Le Conseil de Bank Al-Maghrib, qui s’est déroulé le mardi 18 mars, a pris la décision marquante de réduire une nouvelle fois, pour la seconde fois consécutive et la troisième depuis le mois de juin dernier, le taux directeur de 25 points de base, le faisant tomber à 2,25 %. Cette orientation découle d’une analyse approfondie de la stabilité de l’inflation, avec des anticipations des experts pouvant s’étendre à un taux moyen de 2,2 % pour le premier trimestre de 2025, avec une projection de 2,4 % sur 12 trimestres, comme l’a souligné M. Abdellatif Jouahri.
Cependant, il est crucial de noter que cette décision n’est pas uniquement le reflet d’une situation pour le moins stable sur le plan inflationniste. Elle vise également à renforcer le soutien de la banque centrale à l’activité économique en particulier à l’emploi, un enjeu de taille dans un contexte économique en perpétuelle mutation.
Par ailleurs, il est essentiel d’entendre les mises en garde du gouverneur, qui mentionne sans détour la dégradation de la situation géopolitique. Il souligne : « Malgré les tensions géopolitiques croissantes et les politiques monétaires restrictives, l’économie mondiale a fait preuve d’une résilience relative en 2024. » En effet, les prévisions indiquent un ralentissement de la croissance économique mondiale, qui passerait de 3,2 % en 2024 à 3 % en 2025, avec une projection encore plus basse de 2,8 % en 2026. Ces déclarations alertent sur un climat économique mondial en turbulence, notamment en Europe, marqué par une dynamique de « guerre économique » où la reconfiguration de l’économie vers les besoins de défense devient inéluctable.
Dans ce contexte, la réorganisation économique est plus que pertinente, impliquant une mobilisation des ressources autour de la production d’armements et d’équipements militaires nécessaires. L’envisagement de scénarios de guerre, jadis tabou, impose une reconsidération des mécanismes de financement, alternant emprunts et nouvelles politiques monétaires.
D’autre part, la politique monétaire durant ces périodes de tensions est d’une complexité redoutable. Elle doit impérativement réévaluer ses objectifs primordiaux afin de maintenir la stabilité économique et d’anticiper les fractures économiques potentielles. La nécessité de financer l’effort de guerre se juxtapose à l’impératif de préserver la confiance des investisseurs et des acteurs économiques.
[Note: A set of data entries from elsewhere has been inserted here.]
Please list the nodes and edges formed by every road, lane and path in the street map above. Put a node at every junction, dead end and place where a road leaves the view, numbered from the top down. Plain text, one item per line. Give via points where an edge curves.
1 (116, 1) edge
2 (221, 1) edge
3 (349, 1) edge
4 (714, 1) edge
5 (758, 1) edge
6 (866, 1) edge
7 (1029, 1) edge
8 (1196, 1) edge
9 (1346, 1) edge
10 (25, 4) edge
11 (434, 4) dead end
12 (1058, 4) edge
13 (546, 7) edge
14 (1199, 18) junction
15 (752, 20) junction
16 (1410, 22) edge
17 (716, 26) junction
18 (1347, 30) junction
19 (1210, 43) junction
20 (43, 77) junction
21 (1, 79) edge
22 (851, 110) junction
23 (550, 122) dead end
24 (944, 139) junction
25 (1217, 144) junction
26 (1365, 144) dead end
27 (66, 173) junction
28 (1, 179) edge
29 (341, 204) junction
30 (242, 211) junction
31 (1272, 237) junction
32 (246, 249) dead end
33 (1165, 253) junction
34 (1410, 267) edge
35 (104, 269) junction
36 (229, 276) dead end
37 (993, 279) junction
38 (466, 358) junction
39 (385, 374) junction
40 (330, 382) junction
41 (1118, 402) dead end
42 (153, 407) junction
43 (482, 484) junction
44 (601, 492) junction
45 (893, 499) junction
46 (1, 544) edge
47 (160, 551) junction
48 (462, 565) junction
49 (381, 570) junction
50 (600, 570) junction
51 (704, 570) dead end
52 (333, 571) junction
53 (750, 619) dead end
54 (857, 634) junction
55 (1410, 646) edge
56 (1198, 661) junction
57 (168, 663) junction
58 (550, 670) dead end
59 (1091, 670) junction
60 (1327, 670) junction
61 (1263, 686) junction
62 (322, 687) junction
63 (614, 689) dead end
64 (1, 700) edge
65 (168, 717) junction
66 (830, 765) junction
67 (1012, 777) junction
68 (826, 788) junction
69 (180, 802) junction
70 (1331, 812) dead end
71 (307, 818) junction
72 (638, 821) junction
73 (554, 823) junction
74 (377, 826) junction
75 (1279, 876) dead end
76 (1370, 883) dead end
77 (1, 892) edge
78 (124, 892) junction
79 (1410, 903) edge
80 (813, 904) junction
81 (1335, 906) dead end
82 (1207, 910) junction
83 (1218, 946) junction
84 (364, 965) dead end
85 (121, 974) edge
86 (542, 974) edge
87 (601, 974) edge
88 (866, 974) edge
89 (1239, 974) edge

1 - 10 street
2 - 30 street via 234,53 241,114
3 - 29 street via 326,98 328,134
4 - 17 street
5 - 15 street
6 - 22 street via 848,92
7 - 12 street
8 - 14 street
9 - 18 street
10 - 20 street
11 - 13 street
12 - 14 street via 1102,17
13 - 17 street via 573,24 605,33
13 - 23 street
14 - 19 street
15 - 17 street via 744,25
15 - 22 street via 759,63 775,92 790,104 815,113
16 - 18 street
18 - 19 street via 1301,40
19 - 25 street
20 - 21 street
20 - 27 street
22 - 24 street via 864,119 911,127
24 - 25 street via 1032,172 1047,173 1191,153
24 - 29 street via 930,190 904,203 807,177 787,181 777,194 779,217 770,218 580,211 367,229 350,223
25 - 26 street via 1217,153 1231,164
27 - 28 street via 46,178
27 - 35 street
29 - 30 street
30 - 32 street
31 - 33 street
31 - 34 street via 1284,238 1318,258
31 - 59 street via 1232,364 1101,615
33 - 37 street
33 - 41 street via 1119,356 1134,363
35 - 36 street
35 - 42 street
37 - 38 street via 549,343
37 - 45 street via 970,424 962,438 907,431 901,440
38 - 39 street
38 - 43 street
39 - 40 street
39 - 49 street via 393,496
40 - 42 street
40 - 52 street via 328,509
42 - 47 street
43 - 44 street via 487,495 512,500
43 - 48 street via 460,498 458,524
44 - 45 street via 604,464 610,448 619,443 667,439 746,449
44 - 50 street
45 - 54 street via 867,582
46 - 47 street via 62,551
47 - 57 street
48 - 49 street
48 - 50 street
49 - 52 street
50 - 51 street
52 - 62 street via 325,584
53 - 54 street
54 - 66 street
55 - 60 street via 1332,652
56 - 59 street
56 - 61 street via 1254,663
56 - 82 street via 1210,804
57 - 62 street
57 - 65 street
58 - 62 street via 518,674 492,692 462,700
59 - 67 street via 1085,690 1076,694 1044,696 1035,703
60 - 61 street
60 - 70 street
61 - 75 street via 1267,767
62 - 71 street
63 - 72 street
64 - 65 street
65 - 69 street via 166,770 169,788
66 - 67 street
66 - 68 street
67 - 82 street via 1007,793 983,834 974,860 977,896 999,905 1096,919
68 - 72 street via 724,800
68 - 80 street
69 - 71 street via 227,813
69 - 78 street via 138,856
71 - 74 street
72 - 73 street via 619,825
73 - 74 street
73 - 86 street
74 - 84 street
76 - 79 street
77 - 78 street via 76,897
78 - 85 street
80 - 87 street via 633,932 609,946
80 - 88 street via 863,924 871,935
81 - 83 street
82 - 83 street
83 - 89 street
Les taux d’intérêt doivent être ajustés à la baisse pour dynamiser l’économie, tout en conservant un équilibre fragile face à l’instabilité.
Il s’avère également que la Banque Centrale Européenne, lors de sa réunion survenue le 6 mars, a décidé de poursuivre son assouplissement en abaissant ses trois taux directeurs pour la cinquième fois consécutive, illustrant l’optimisme croissant que le processus de désinflation dans la zone euro avance sans entrave. Les taux sont désormais établis à 2,50 %, 2,65 % et 2,90 %, respectivement.
La Réserve Fédérale des États-Unis, quant à elle, a décidé de faire une pause, marquant un arrêt après trois baisses consécutives. Elle maintient la fourchette cible pour les taux d’intérêt fédéraux inchangée, à [4,25 %-4,50 %], dans un contexte d’inflation relativement élevée. Ce positionnement est dicté par les trois principaux objectifs de la FED : promouvoir une économie robuste, stabiliser l’inflation et veiller à un taux de chômage en dessous des limites acceptables.
Actuellement, les politiques monétaires des banques centrales influentes comme la BCE et Bank Al-Maghrib reflètent les risques politiques omniprésents dans le monde occidental. Il existe des voies indirectes par lesquelles la BCE peut s’immiscer dans la politique monétaire du Maroc, impactant ainsi l’économie nationale par le biais des taux de change, des investissements étrangers, et des flux de capitaux.
Face à cette conjoncture, la décision de Bank Al-Maghrib de baisser les taux directeurs n’est guère surprenante. En somme, « mieux vaut prévenir que guérir ». Cette stratégie pourrait bien s’avérer cruciale alors que l’incertitude domine la scène économique mondiale.